Problem to solve: Look through the data for the string "this". Copy every line where it is found.

(Raw data Opens)

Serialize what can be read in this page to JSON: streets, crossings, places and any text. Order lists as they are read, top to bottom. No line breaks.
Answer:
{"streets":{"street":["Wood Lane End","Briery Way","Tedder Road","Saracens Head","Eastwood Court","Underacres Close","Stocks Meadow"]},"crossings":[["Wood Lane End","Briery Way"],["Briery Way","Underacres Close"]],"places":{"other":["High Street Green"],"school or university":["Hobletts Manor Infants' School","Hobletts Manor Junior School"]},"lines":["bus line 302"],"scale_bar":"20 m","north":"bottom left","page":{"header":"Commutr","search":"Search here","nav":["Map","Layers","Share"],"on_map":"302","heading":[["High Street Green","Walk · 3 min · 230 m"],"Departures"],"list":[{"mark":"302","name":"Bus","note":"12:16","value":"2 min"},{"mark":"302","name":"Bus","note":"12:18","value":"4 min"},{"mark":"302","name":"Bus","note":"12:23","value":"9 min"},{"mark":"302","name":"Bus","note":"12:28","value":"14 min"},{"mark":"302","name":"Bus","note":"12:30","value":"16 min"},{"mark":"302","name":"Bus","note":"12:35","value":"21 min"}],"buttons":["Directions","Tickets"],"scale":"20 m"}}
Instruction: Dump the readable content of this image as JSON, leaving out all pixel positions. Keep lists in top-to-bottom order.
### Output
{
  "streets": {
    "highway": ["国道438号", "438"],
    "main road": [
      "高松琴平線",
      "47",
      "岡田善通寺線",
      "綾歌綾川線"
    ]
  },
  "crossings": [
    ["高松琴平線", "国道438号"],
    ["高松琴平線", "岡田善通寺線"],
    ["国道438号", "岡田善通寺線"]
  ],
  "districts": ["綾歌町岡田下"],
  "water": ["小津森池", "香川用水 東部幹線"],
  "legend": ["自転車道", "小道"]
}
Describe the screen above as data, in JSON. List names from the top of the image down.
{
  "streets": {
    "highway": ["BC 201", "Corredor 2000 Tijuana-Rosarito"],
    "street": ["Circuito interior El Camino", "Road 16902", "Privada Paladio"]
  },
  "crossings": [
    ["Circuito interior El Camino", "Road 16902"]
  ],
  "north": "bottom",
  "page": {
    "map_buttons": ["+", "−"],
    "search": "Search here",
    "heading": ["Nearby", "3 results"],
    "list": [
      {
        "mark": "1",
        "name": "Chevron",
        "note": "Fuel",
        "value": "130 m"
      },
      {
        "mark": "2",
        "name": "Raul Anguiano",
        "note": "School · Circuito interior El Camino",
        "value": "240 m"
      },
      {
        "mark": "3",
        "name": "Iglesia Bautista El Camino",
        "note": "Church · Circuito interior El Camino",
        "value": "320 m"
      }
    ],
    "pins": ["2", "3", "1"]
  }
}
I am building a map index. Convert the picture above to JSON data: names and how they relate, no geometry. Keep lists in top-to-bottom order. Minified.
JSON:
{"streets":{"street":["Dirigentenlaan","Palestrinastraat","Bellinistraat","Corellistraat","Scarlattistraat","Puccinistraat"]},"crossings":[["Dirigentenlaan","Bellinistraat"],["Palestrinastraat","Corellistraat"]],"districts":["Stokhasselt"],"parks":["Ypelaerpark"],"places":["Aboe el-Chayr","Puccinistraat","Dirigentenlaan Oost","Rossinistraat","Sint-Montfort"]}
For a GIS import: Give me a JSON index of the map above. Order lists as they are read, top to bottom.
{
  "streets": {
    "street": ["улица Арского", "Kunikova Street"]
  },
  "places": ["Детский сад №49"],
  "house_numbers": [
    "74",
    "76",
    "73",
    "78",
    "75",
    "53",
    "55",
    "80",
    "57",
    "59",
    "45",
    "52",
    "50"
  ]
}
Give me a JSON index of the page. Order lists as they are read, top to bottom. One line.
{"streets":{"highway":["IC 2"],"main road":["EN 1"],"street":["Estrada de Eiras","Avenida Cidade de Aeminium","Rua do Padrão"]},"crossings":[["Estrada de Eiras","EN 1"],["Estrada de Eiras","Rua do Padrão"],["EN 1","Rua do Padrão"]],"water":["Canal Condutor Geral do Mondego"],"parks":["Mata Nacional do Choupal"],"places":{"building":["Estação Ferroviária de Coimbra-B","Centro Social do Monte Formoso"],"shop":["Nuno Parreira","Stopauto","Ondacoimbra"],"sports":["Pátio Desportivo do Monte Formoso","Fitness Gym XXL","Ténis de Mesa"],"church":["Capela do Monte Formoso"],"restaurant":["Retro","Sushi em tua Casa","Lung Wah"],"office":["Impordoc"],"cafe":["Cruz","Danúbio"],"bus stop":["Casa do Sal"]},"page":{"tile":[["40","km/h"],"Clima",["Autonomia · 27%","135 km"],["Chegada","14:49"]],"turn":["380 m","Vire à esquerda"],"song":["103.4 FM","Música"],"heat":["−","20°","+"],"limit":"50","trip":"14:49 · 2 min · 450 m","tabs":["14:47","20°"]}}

(Raw data Closes)

Solved problem:
Serialize what can be read in this page to JSON: streets, crossings, places and any text. Order lists as they are read, top to bottom. No line breaks.
Instruction: Dump the readable content of this image as JSON, leaving out all pixel positions. Keep lists in top-to-bottom order.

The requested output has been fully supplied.